Action item: In the entries below, find the string "Right" and return each line holding it.

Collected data

------------------------

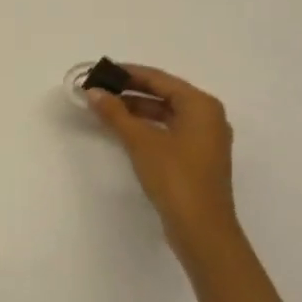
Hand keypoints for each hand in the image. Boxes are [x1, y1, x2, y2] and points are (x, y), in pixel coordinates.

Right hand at [86, 65, 236, 260]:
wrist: (202, 229)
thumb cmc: (175, 176)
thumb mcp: (140, 141)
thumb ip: (115, 113)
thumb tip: (93, 92)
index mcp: (201, 105)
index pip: (158, 78)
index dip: (127, 73)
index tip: (99, 71)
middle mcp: (208, 117)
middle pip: (164, 94)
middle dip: (130, 91)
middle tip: (99, 89)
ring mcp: (205, 139)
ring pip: (166, 113)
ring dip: (136, 109)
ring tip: (105, 108)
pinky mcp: (198, 158)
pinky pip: (170, 130)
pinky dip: (147, 126)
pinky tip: (124, 130)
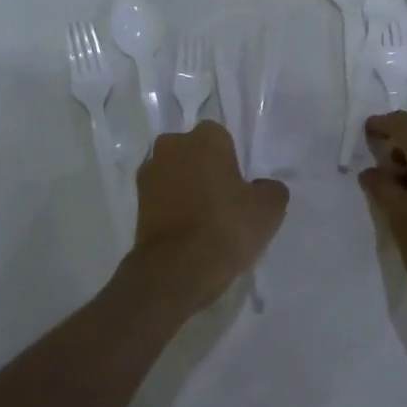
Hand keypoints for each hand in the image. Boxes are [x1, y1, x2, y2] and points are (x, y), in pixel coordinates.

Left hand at [128, 121, 287, 310]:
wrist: (176, 270)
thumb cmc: (226, 226)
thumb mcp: (269, 209)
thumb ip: (270, 188)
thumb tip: (262, 187)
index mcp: (206, 137)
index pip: (222, 138)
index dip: (232, 161)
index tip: (240, 185)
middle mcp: (172, 144)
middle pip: (195, 152)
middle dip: (205, 169)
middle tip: (223, 200)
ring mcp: (149, 172)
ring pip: (176, 173)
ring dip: (186, 187)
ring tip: (204, 220)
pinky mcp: (136, 201)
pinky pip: (162, 196)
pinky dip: (172, 207)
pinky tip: (187, 231)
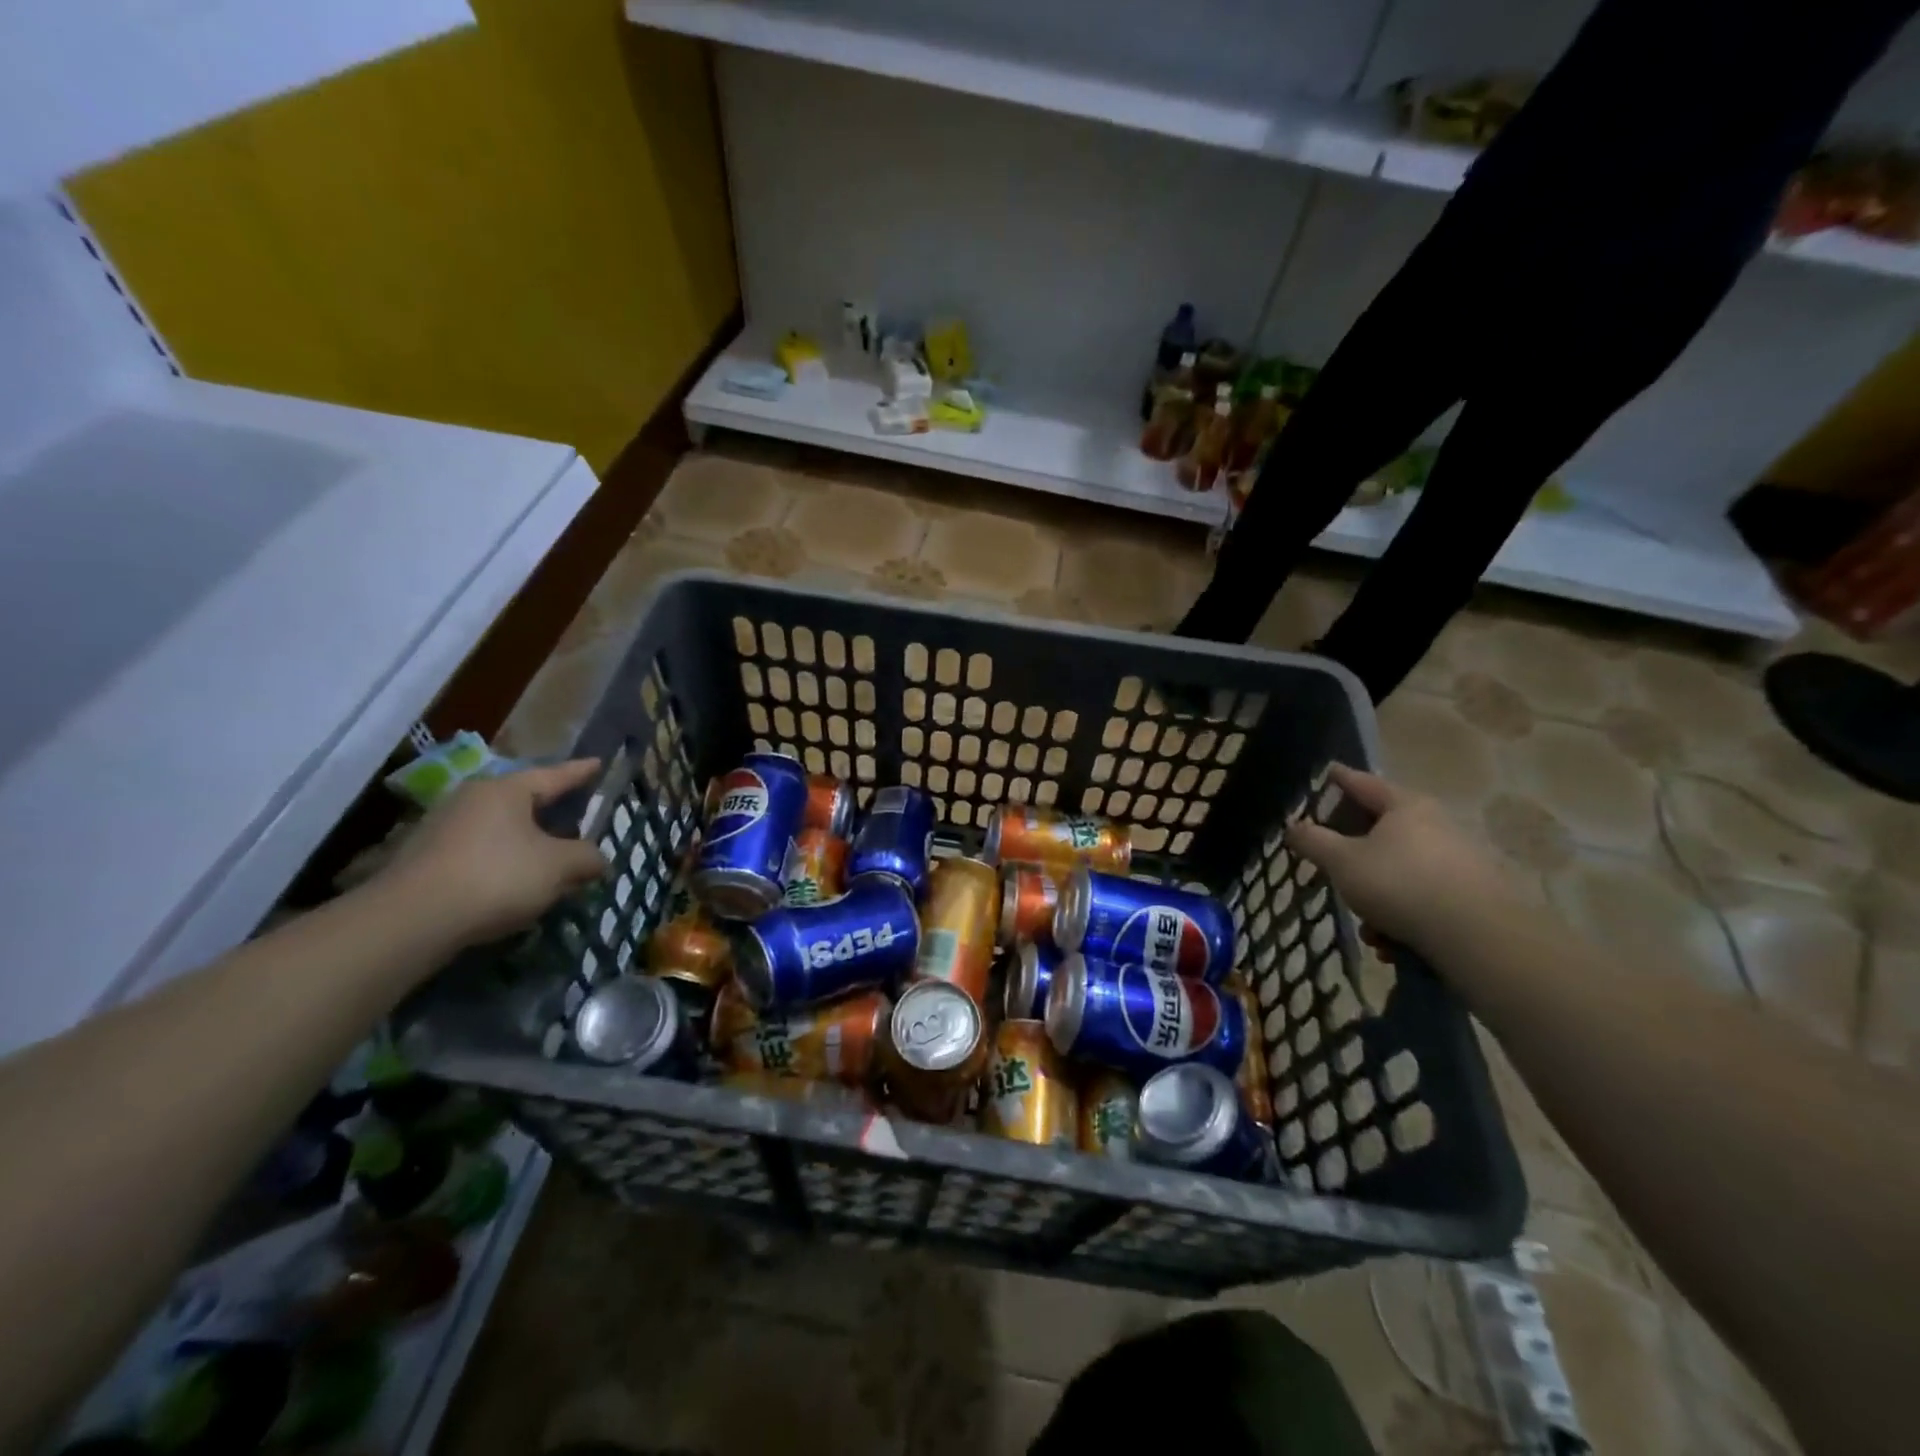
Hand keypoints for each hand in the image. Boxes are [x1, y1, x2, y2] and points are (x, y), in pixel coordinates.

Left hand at [382, 759, 608, 948]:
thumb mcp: (558, 867)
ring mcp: (444, 828)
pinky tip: (515, 883)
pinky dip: (503, 861)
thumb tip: (598, 859)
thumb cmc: (496, 877)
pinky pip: (480, 851)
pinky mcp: (427, 859)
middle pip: (524, 801)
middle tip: (577, 816)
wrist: (410, 921)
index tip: (598, 763)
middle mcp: (472, 799)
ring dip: (527, 842)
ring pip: (501, 828)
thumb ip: (586, 857)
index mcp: (506, 790)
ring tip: (549, 858)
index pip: (554, 775)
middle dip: (552, 811)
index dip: (580, 772)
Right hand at [1285, 764, 1518, 956]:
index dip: (1340, 778)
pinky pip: (1424, 898)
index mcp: (1405, 806)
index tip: (1328, 772)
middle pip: (1383, 829)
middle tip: (1334, 867)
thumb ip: (1313, 841)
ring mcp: (1460, 859)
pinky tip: (1392, 943)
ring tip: (1368, 928)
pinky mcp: (1474, 895)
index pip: (1363, 782)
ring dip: (1378, 896)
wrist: (1479, 937)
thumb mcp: (1342, 862)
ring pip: (1401, 871)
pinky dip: (1403, 916)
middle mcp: (1437, 824)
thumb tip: (1293, 825)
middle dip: (1355, 854)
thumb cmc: (1400, 884)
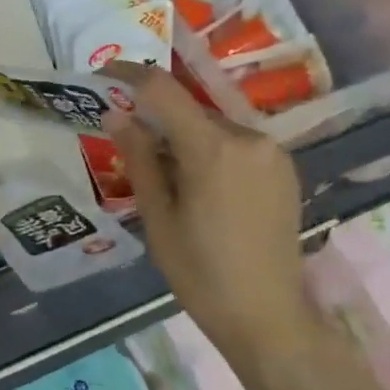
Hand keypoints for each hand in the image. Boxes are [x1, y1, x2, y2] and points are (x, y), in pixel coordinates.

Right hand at [103, 62, 326, 370]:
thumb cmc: (201, 272)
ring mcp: (272, 152)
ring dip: (185, 137)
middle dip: (158, 118)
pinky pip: (236, 145)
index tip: (105, 74)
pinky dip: (211, 151)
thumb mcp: (158, 217)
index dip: (131, 75)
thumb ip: (138, 158)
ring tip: (166, 177)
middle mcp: (249, 138)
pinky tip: (200, 187)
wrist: (268, 316)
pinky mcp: (284, 169)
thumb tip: (116, 114)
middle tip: (130, 143)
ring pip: (213, 127)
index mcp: (213, 148)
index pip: (165, 90)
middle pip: (190, 110)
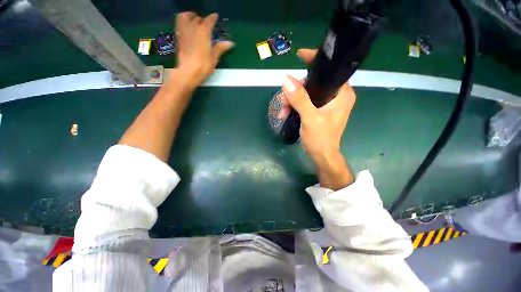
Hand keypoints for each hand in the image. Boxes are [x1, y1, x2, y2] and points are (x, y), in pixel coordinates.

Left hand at [175, 12, 234, 88]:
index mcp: (204, 32)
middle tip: (206, 23)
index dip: (213, 18)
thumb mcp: (214, 58)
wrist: (188, 72)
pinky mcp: (178, 37)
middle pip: (197, 18)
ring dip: (190, 16)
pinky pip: (179, 23)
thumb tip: (231, 43)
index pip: (209, 21)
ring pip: (185, 17)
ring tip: (194, 20)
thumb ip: (220, 48)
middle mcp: (193, 28)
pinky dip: (183, 21)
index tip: (215, 16)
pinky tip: (187, 27)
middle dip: (202, 19)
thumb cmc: (203, 66)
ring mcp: (184, 32)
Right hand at [278, 49, 356, 164]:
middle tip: (284, 101)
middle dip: (295, 91)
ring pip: (307, 93)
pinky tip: (285, 114)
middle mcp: (336, 96)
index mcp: (341, 94)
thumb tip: (286, 80)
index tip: (300, 55)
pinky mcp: (319, 110)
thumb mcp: (309, 118)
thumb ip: (299, 99)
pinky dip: (294, 107)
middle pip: (314, 83)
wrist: (321, 156)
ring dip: (292, 100)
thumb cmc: (320, 139)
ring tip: (282, 112)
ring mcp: (327, 104)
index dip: (315, 61)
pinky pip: (305, 102)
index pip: (330, 70)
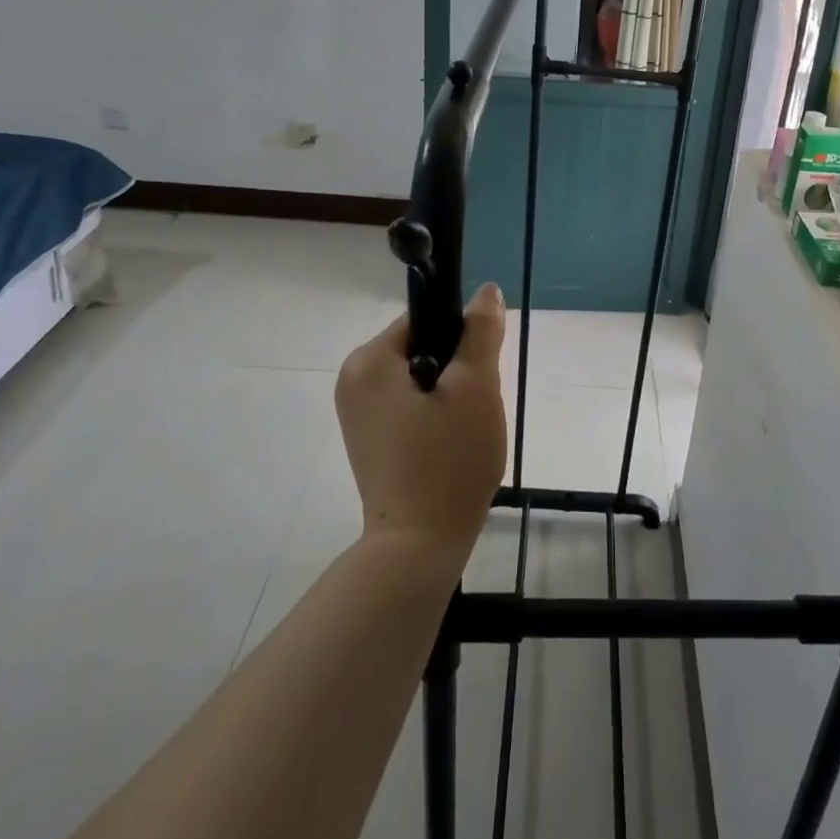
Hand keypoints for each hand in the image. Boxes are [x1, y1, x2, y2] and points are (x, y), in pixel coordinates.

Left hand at [335, 285, 508, 564]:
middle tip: (476, 406)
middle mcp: (353, 381)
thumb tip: (487, 291)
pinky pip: (410, 409)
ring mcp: (357, 416)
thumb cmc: (448, 459)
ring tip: (466, 430)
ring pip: (420, 381)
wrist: (418, 547)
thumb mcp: (476, 386)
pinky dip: (435, 418)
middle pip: (422, 350)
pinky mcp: (369, 443)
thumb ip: (480, 332)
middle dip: (457, 370)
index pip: (424, 320)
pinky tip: (451, 446)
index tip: (480, 371)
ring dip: (450, 395)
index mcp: (368, 361)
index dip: (461, 337)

------------------------

Your response:
Right hand at [86, 65, 236, 260]:
Right hand at [1285, 764, 1518, 956]:
Right hand at [103, 62, 326, 370]:
Right hand at [278, 49, 356, 164]:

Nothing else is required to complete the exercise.